I also retrain if I see the printed expiration date on the control vial circled, unless it's within 3 month of their open date. I'm ok if they circle the printed expiration date on the box the controls come in since that's the usual behavior for nursing for all things that have expiration dates (items that then sit on the shelves of storage or in drawers). 


There is no way in our system that the controls can be distributed via POCCs.

Per a recent meeting with CAP, I add a label with the expiration date only.  I distribute QC and throw away the expired at the same time.

We recently got "dinged" for this on our JC inspection.


One of our units had the date on the vial, but it was smudged, so illegible.

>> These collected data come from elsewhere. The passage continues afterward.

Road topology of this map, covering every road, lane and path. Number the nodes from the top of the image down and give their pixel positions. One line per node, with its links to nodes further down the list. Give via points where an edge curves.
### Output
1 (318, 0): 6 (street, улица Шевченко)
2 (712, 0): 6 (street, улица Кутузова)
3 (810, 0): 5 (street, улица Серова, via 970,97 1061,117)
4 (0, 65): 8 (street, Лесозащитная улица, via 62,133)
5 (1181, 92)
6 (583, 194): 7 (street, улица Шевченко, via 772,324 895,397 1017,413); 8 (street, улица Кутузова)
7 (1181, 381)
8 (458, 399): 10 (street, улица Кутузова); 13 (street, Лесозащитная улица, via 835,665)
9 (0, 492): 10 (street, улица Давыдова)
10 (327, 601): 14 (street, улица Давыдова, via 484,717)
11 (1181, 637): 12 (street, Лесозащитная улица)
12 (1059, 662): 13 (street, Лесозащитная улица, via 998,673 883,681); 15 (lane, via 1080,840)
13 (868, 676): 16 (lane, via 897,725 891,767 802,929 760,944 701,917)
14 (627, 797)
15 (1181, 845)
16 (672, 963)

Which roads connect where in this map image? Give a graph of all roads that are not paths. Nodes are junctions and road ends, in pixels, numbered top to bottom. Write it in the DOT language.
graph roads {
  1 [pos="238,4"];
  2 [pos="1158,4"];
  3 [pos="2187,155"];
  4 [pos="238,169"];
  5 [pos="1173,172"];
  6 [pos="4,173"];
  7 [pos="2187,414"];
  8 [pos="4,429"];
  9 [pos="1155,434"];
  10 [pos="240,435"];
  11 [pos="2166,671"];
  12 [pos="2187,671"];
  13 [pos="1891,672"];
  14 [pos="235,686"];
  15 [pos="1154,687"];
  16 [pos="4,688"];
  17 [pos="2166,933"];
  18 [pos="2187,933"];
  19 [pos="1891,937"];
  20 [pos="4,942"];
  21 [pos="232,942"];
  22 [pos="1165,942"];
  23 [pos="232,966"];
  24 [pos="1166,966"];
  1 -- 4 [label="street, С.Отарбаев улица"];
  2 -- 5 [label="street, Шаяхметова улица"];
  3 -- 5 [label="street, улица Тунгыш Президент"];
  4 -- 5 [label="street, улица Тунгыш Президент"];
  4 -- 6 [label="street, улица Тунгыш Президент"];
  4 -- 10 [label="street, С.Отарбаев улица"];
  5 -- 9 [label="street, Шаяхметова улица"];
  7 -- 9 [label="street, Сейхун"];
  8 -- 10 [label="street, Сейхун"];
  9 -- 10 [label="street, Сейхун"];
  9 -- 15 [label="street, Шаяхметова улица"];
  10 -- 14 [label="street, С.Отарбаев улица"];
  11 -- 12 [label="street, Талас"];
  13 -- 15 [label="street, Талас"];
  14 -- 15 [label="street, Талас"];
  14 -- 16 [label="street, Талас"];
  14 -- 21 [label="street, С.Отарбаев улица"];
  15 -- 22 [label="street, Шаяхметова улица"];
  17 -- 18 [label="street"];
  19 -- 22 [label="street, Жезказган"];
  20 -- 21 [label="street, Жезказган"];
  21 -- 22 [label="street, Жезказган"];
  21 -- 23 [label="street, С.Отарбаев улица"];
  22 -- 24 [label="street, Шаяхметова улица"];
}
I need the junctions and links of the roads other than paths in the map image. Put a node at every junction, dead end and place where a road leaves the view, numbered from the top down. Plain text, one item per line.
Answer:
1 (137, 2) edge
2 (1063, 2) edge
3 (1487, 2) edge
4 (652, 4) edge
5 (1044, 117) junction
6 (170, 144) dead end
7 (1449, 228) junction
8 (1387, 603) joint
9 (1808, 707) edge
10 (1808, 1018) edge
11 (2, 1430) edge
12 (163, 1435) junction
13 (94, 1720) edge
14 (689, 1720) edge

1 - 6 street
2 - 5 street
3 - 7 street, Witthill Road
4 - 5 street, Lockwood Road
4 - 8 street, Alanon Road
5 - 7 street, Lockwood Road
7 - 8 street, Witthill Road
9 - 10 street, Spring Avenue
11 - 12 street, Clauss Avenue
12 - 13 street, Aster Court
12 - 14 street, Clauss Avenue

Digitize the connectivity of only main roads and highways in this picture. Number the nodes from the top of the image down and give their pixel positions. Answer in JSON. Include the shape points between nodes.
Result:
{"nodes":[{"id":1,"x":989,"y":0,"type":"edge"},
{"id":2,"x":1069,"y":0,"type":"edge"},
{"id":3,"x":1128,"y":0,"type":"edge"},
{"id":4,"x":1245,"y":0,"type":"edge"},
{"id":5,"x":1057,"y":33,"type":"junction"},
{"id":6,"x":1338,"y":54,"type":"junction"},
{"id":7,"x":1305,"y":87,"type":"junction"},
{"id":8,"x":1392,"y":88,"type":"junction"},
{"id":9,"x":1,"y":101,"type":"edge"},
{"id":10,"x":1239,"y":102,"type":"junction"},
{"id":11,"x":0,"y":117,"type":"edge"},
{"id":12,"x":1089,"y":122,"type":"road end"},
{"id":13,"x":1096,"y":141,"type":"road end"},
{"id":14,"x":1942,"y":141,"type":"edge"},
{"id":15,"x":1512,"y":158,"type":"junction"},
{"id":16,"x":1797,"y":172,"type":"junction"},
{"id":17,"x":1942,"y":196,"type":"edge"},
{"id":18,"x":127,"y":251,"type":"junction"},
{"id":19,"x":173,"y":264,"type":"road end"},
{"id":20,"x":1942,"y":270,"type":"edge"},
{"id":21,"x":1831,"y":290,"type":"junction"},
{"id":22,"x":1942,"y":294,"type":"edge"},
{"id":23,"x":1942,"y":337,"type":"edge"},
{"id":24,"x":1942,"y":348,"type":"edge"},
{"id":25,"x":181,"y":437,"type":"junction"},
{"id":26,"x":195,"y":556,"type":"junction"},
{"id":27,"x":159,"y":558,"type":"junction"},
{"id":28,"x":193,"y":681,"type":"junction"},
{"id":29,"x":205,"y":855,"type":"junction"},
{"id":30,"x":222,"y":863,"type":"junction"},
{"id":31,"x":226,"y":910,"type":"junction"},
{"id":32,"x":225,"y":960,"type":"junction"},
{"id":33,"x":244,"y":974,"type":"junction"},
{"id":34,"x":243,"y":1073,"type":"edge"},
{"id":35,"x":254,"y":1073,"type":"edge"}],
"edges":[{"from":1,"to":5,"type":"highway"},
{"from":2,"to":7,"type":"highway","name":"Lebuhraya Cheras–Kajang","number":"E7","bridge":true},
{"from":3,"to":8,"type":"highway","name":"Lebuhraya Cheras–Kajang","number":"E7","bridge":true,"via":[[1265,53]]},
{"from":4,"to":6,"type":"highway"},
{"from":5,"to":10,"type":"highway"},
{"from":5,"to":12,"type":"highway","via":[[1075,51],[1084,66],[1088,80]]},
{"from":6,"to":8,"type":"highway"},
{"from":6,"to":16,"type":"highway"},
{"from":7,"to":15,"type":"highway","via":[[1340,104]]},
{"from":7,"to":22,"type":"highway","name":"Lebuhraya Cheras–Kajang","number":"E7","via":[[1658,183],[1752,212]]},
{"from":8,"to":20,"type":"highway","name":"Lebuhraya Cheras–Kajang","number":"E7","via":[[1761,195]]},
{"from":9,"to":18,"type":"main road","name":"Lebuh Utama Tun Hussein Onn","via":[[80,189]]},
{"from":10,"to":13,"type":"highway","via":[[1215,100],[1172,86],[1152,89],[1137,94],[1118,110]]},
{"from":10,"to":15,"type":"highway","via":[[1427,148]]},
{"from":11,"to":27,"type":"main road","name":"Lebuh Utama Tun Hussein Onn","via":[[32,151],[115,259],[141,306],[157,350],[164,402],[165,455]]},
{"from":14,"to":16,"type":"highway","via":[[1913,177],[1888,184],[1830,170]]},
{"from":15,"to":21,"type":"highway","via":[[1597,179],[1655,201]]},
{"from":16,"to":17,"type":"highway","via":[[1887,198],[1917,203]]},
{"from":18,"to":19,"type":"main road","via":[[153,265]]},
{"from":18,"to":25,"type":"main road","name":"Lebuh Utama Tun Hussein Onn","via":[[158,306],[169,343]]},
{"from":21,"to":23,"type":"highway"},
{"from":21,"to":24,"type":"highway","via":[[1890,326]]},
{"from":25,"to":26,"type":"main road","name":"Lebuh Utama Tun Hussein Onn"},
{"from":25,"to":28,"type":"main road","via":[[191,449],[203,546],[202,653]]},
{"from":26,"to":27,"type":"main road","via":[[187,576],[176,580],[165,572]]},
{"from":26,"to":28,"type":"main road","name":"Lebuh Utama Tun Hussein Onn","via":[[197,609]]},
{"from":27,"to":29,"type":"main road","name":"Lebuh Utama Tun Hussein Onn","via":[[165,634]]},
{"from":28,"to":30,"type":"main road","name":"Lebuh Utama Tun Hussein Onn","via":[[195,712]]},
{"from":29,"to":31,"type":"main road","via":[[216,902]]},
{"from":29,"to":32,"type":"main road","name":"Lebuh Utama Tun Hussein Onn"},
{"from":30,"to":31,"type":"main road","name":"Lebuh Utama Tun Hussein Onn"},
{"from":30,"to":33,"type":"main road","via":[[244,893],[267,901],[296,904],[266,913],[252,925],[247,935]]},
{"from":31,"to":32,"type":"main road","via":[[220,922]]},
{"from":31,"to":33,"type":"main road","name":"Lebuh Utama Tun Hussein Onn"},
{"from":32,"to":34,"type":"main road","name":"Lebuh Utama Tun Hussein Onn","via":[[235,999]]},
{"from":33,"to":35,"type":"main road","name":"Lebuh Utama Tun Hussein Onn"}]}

We had to create a plan of action and submit it to TJC and audit it for 3 months with 100% compliance.


We issued fine tip sharpies to each unit and yellow small labels. They were instructed to write the open date and the new expiration date on the label (we have Roche Accuchek II Meters). They were also instructed not to cover the barcode or the lot number with the label.


RN Managers 2x a week for 3 months have been auditing the compliance, and I have been doing spot checks when I have been out doing linearity studies.

We write just the open date on the vials (Roche Accu-chek meters) with sharpies. No expiration date is used since we follow the manufacturer's 3 month expiration.


To monitor this our hospital implemented last year a system where every 3 months we discard ALL controls in the hopsital and start with new ones. Even if the most recent controls were only opened lets say 2 weeks prior they are still discarded and everyone starts fresh on the assigned date. Myself and one of the quality officers then does an audit of the hospital to make sure everyone has opened new vials. Then 3 months later we send another notice to the nurse directors to do the same process again. This has been working really well for us.

Thank you all for your responses!

a little tip that helps, I write the 3 month expiration date directly on the bottle and overlay it with clear scotch tape to prevent smudging which is likely to happen. Also we do the same here, every floor gets a fresh batch of controls at the same time and we throw away all the previous ones. that way we do not have multiple expiration dates on the floor. its easier to track that way.

I put out new QC every 3 months with the date opened and the expiration date. Everyone has the same outdates.  The only difference is our Express Care Units (2) which get QC sent when it's needed.  They always record expiration! We have 12 units so I would rather have this correct then get cited.  I have a hard enough time getting staff to record the 6 month expiration on strips!